◆ Work order
Your answer must be an exact copy of the records below, with every picture left out.

◆ Material supplied
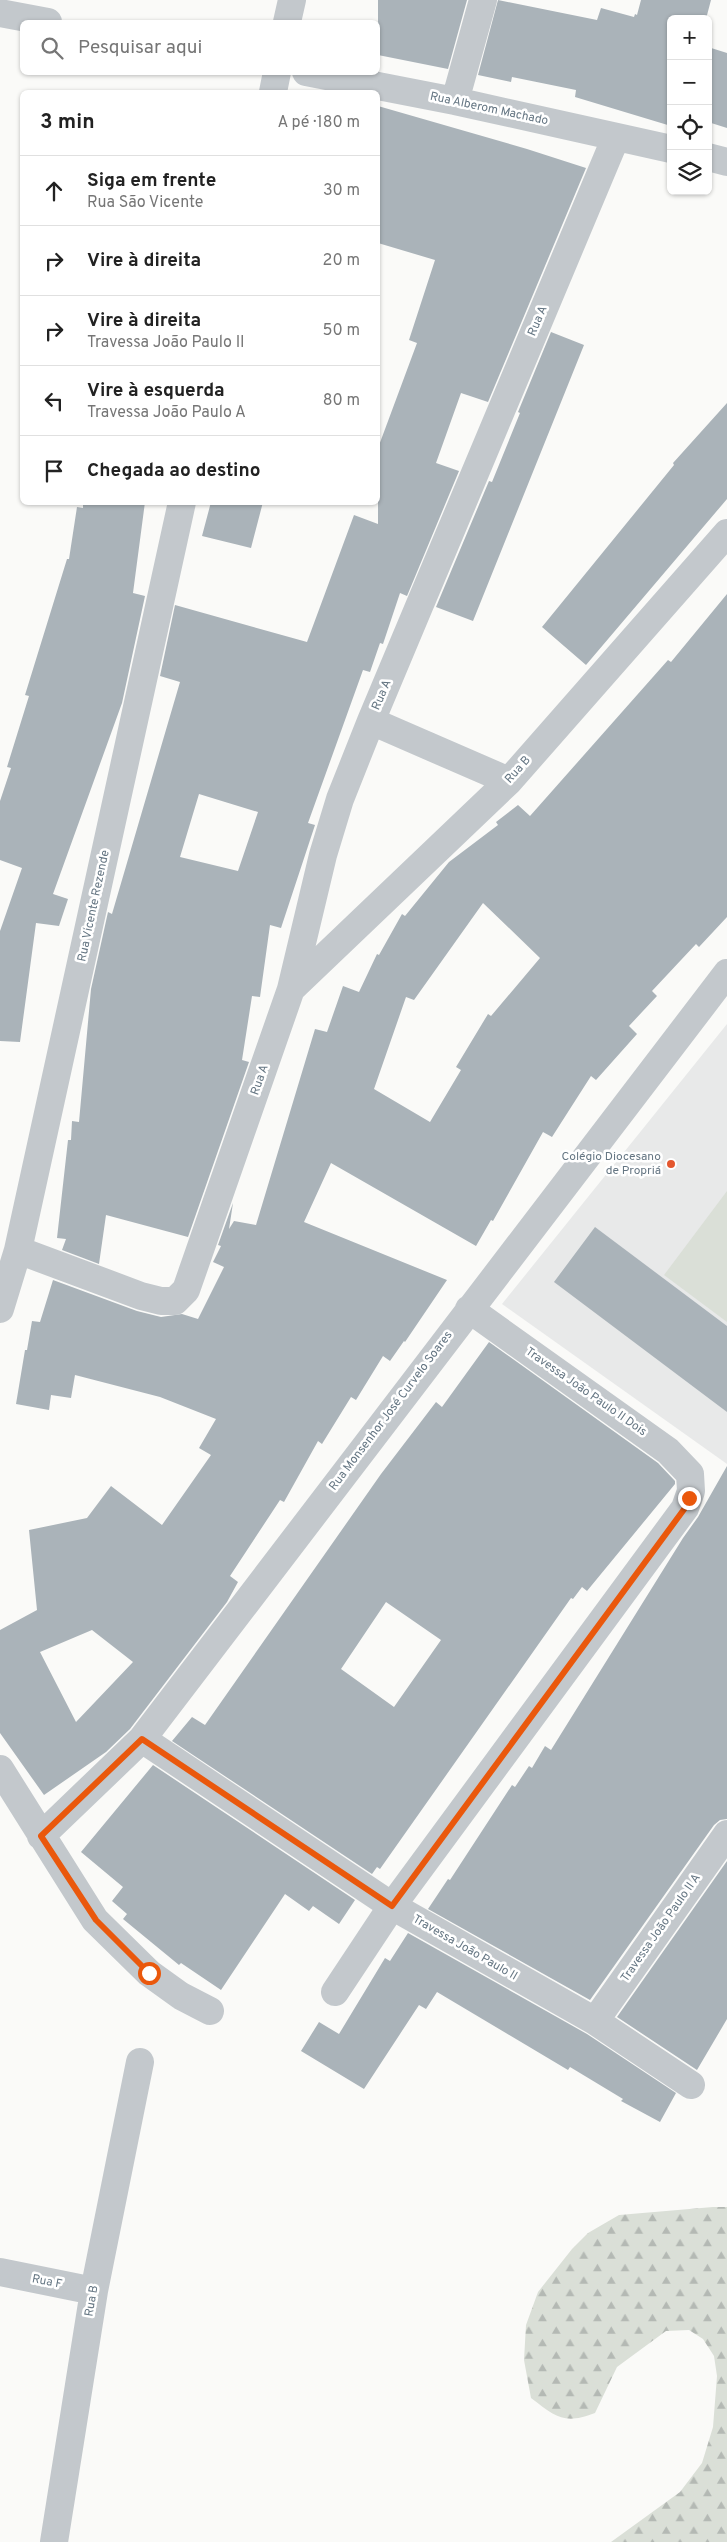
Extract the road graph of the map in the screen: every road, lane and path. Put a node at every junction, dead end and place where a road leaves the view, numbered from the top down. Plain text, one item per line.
1 (292, 0) edge
2 (483, 0) edge
3 (0, 13) edge
4 (37, 20) edge
5 (287, 20) edge
6 (276, 75) edge
7 (321, 75) edge
8 (272, 90) edge
9 (455, 101) junction
10 (616, 137) junction
11 (667, 148) edge
12 (712, 158) edge
13 (727, 162) edge
14 (181, 505) edge
15 (727, 533) edge
16 (371, 721) junction
17 (509, 781) junction
18 (727, 973) edge
19 (291, 988) junction
20 (18, 1250) junction
21 (0, 1309) edge
22 (469, 1309) junction
23 (142, 1739) junction
24 (0, 1769) edge
25 (727, 1834) edge
26 (41, 1836) junction
27 (392, 1906) junction
28 (335, 1992) dead end
29 (210, 2010) dead end
30 (595, 2021) junction
31 (140, 2062) dead end
32 (691, 2085) dead end
33 (0, 2272) edge
34 (94, 2291) junction
35 (54, 2542) edge

1 - 5 street
2 - 9 street
3 - 4 street
6 - 8 street
7 - 9 street, Rua Alberom Machado
9 - 10 street, Rua Alberom Machado
10 - 11 street, Rua Alberom Machado
10 - 16 street, Rua A
12 - 13 street
14 - 20 street, Rua Vicente Rezende
15 - 17 street, Rua B
16 - 17 street
16 - 19 street, Rua A
17 - 19 street, Rua B
18 - 22 street, Rua Monsenhor José Curvelo Soares
19 - 20 street, Rua A
20 - 21 street, Rua Vicente Rezende
22 - 23 street, Rua Monsenhor José Curvelo Soares
22 - 27 street, Travessa João Paulo II Dois
23 - 26 street, Rua Monsenhor José Curvelo Soares
23 - 27 street, Travessa João Paulo II
24 - 26 street
25 - 30 street, Travessa João Paulo II A
26 - 29 street
27 - 28 street
27 - 30 street, Travessa João Paulo II
30 - 32 street, Travessa João Paulo II
31 - 34 street, Rua B
33 - 34 street, Rua F
34 - 35 street, Rua B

◆ Answer
Extract the road graph of the map in the screen: every road, lane and path. Put a node at every junction, dead end and place where a road leaves the view, numbered from the top down. Plain text, one item per line.
1 (292, 0) edge
2 (483, 0) edge
3 (0, 13) edge
4 (37, 20) edge
5 (287, 20) edge
6 (276, 75) edge
7 (321, 75) edge
8 (272, 90) edge
9 (455, 101) junction
10 (616, 137) junction
11 (667, 148) edge
12 (712, 158) edge
13 (727, 162) edge
14 (181, 505) edge
15 (727, 533) edge
16 (371, 721) junction
17 (509, 781) junction
18 (727, 973) edge
19 (291, 988) junction
20 (18, 1250) junction
21 (0, 1309) edge
22 (469, 1309) junction
23 (142, 1739) junction
24 (0, 1769) edge
25 (727, 1834) edge
26 (41, 1836) junction
27 (392, 1906) junction
28 (335, 1992) dead end
29 (210, 2010) dead end
30 (595, 2021) junction
31 (140, 2062) dead end
32 (691, 2085) dead end
33 (0, 2272) edge
34 (94, 2291) junction
35 (54, 2542) edge

1 - 5 street
2 - 9 street
3 - 4 street
6 - 8 street
7 - 9 street, Rua Alberom Machado
9 - 10 street, Rua Alberom Machado
10 - 11 street, Rua Alberom Machado
10 - 16 street, Rua A
12 - 13 street
14 - 20 street, Rua Vicente Rezende
15 - 17 street, Rua B
16 - 17 street
16 - 19 street, Rua A
17 - 19 street, Rua B
18 - 22 street, Rua Monsenhor José Curvelo Soares
19 - 20 street, Rua A
20 - 21 street, Rua Vicente Rezende
22 - 23 street, Rua Monsenhor José Curvelo Soares
22 - 27 street, Travessa João Paulo II Dois
23 - 26 street, Rua Monsenhor José Curvelo Soares
23 - 27 street, Travessa João Paulo II
24 - 26 street
25 - 30 street, Travessa João Paulo II A
26 - 29 street
27 - 28 street
27 - 30 street, Travessa João Paulo II
30 - 32 street, Travessa João Paulo II
31 - 34 street, Rua B
33 - 34 street, Rua F
34 - 35 street, Rua B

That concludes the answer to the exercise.